The Library of Female Pirates has thus far focused on historical accounts of real people. But today, let’s have a look at one of my favorite pirate stories: Queen of the Black Coast, by Robert E. Howard, featuring Conan’s brief and ill-fated romance with Bêlit.

The following pages are excerpted from The Coming of Conan the Cimmerian, Random House 2002, compiled by Patrice Louinet, editor, and illustrated by Mark Schultz. It presents the first thirteen Conan stories in their original versions, in the order Howard wrote them. My only criticism is the exceedingly small font size for the text, with letters so thin they practically disappear into the page.
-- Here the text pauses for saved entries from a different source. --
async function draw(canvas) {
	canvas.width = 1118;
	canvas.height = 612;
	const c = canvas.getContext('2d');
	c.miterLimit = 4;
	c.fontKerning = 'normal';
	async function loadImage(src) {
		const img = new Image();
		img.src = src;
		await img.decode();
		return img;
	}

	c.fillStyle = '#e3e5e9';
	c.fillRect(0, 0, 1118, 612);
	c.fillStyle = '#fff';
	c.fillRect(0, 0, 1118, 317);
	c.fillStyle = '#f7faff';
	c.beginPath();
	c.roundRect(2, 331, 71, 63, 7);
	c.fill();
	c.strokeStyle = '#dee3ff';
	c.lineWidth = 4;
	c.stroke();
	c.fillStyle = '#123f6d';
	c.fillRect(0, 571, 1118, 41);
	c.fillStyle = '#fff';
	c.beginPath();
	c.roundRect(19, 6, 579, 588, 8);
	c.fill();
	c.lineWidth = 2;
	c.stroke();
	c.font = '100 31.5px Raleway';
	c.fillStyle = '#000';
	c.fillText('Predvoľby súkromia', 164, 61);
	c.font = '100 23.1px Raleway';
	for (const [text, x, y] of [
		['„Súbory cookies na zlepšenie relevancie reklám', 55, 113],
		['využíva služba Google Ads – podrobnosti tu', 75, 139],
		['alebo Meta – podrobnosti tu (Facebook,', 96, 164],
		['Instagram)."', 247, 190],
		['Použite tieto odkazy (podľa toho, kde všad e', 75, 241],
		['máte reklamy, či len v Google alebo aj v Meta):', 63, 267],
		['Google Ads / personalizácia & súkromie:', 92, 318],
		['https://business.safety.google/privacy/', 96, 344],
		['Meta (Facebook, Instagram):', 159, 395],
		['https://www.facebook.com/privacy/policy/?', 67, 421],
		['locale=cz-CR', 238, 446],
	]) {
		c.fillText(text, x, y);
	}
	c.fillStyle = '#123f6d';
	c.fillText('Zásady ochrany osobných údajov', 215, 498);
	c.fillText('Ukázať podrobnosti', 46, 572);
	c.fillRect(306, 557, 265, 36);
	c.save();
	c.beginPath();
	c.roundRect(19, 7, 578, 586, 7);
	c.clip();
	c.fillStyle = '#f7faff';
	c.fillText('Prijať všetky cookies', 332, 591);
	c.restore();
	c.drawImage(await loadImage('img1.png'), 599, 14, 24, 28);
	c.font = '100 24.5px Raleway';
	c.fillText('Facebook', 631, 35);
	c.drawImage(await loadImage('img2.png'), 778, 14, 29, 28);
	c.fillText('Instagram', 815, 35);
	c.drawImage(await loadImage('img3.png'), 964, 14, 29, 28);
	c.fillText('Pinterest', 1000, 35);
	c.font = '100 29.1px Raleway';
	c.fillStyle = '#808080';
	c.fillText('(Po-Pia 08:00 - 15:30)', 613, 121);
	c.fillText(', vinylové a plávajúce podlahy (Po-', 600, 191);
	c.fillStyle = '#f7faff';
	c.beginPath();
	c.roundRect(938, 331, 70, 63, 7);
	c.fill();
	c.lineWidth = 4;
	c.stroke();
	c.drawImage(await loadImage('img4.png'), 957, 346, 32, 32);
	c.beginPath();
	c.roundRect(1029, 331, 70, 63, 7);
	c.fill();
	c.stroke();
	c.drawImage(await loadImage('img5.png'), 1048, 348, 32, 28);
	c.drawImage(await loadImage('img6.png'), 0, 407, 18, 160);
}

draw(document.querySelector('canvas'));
The book’s completeness and Schultz’s beautiful artwork make this a worthy paperback anyway, and I suppose you could buy the Kindle version instead of investing in a magnifying glass for the print edition.


In his Foreword, Schultz calls Queen of the Black Coast one of the “indisputable classics of fantastic short fiction, richly deserving recognition and appreciation outside the genre.” You can also appreciate it outside the printed page by listening to a reading of the entire tale, free of charge, at Librivox: Conan and the Queen of the Black Coast. (You have the options to either stream it or download the audio files so you have your own copy.)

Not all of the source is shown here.